Os pais da criança que morreu afogada em uma piscina de fazenda ligada ao cantor Amado Batista apresentaram recurso contra a sentença que reconheceu o direito à indenização. Embora tenham vencido a ação em primeira instância, Tatiane Francisca e Jorlan Barbosa pedem que a Justiça reveja a divisão de responsabilidade fixada no processo.
Na decisão de junho, Amado Batista foi condenado a pagar cerca de R$ 453 mil por danos morais ao casal, além de pensão mensal em condições estabelecidas pelo juízo. Agora, os autores da ação sustentam que não houve culpa concorrente dos pais e defendem que a responsabilidade pelo acidente seja atribuída exclusivamente ao cantor.
O caso envolve a morte de uma criança de três anos, ocorrida em 2022, em uma propriedade rural situada em Goianápolis, na Região Metropolitana de Goiânia. A sentença reconheceu falha relacionada à ausência de proteção na área da piscina, mas também apontou responsabilidade de 30% aos genitores por falta de supervisão momentânea.
Com o pedido de reconhecimento de culpa exclusiva do artista, os pais solicitam que a indenização por danos morais seja elevada para R$ 500 mil.
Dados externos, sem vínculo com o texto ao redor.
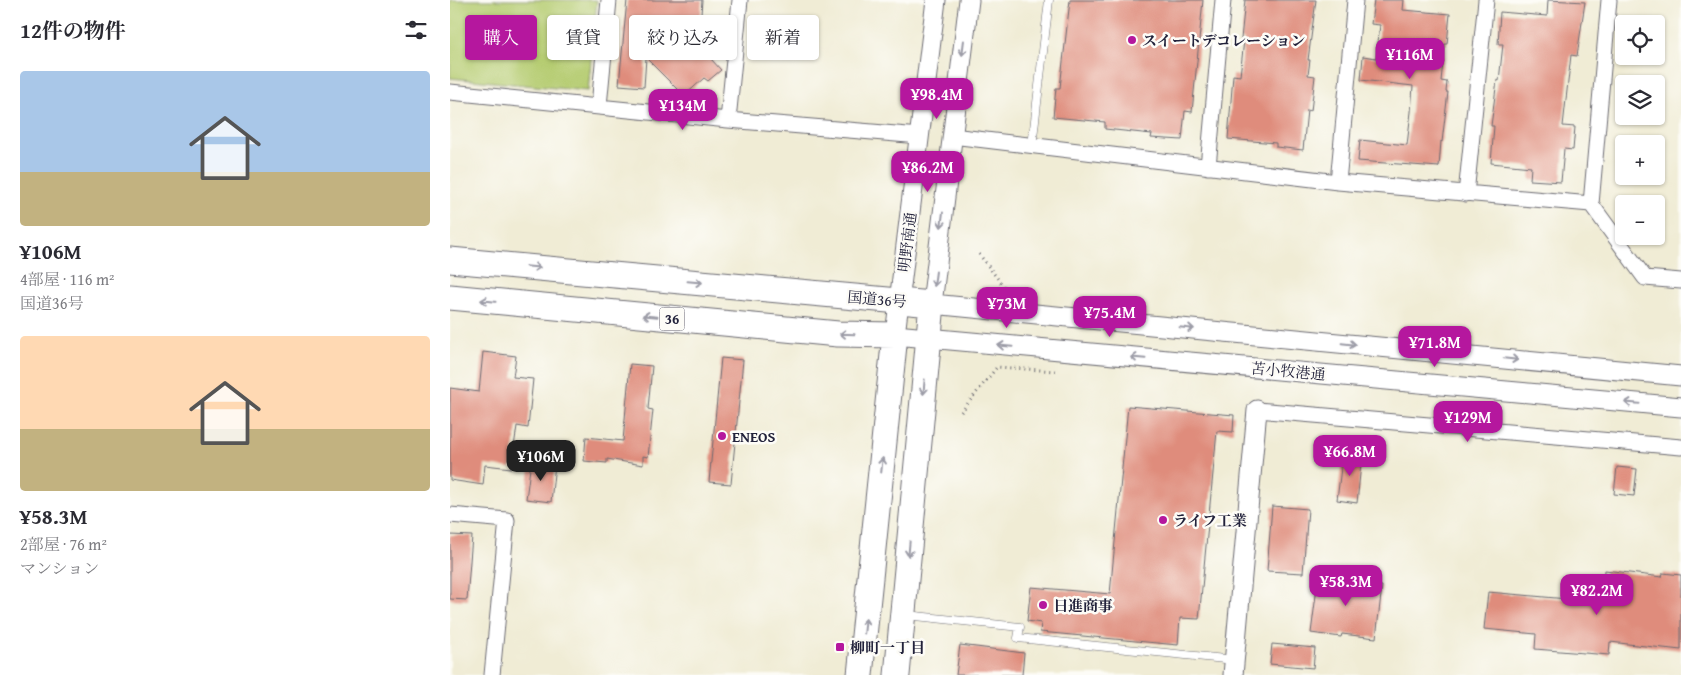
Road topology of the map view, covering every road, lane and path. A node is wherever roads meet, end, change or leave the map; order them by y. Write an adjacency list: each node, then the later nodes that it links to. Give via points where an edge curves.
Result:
1 (609, 0): 11 (street)
2 (740, 0): 12 (street)
3 (936, 0): 13 (street, 明野南通)
4 (968, 0): 14 (street, one-way to 14)
5 (1049, 0): 15 (lane)
6 (1223, 0): 16 (street)
7 (1355, 0): 17 (street)
8 (1486, 0): 18 (street)
9 (1610, 0): 19 (street)
10 (450, 92): 11 (street)
11 (599, 106): 12 (street)
12 (728, 120): 13 (street)
13 (920, 136): 23 (street, 明野南通)
14 (952, 136): 15 (street); 24 (street, one-way to 24)
15 (1032, 146): 16 (street)
16 (1208, 167): 17 (street)
17 (1338, 182): 18 (street)
18 (1466, 194): 19 (street)
19 (1591, 204): 21 (street, via 1645,278)
20 (450, 260): 23 (highway, 国道36号, one-way to 23)
21 (1681, 281)
22 (450, 296): 25 (highway, 36, one-way to 22, via 838,334)
23 (900, 301): 24 (highway, 国道36号); 25 (street, 明野南通)
24 (932, 304): 26 (highway); 27 (street, one-way to 27)
25 (895, 335): 26 (street, 苫小牧港通); 35 (highway, one-way to 25)
26 (929, 338): 28 (street, 苫小牧港通, one-way to 26); 32 (highway, one-way to 32)
27 (1681, 376)
28 (1681, 407)
29 (1257, 410): 30 (street); 33 (street)
30 (1681, 447)
31 (450, 515): 34 (street, via 507,520)
32 (903, 615): 33 (lane, via 1020,627 1018,638); 36 (highway)
33 (1234, 668)
34 (492, 675)
35 (860, 675)
36 (897, 675)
Eles argumentam que o valor definido na sentença foi reduzido justamente em razão da parcela de responsabilidade atribuída aos genitores.
O casal também pede que a pensão mensal seja calculada sobre 100% do salário-mínimo vigente, e não sobre o percentual estabelecido na decisão original. A revisão desses pontos dependerá da análise do Tribunal de Justiça de Goiás, que poderá manter, modificar ou reformar parcialmente a sentença.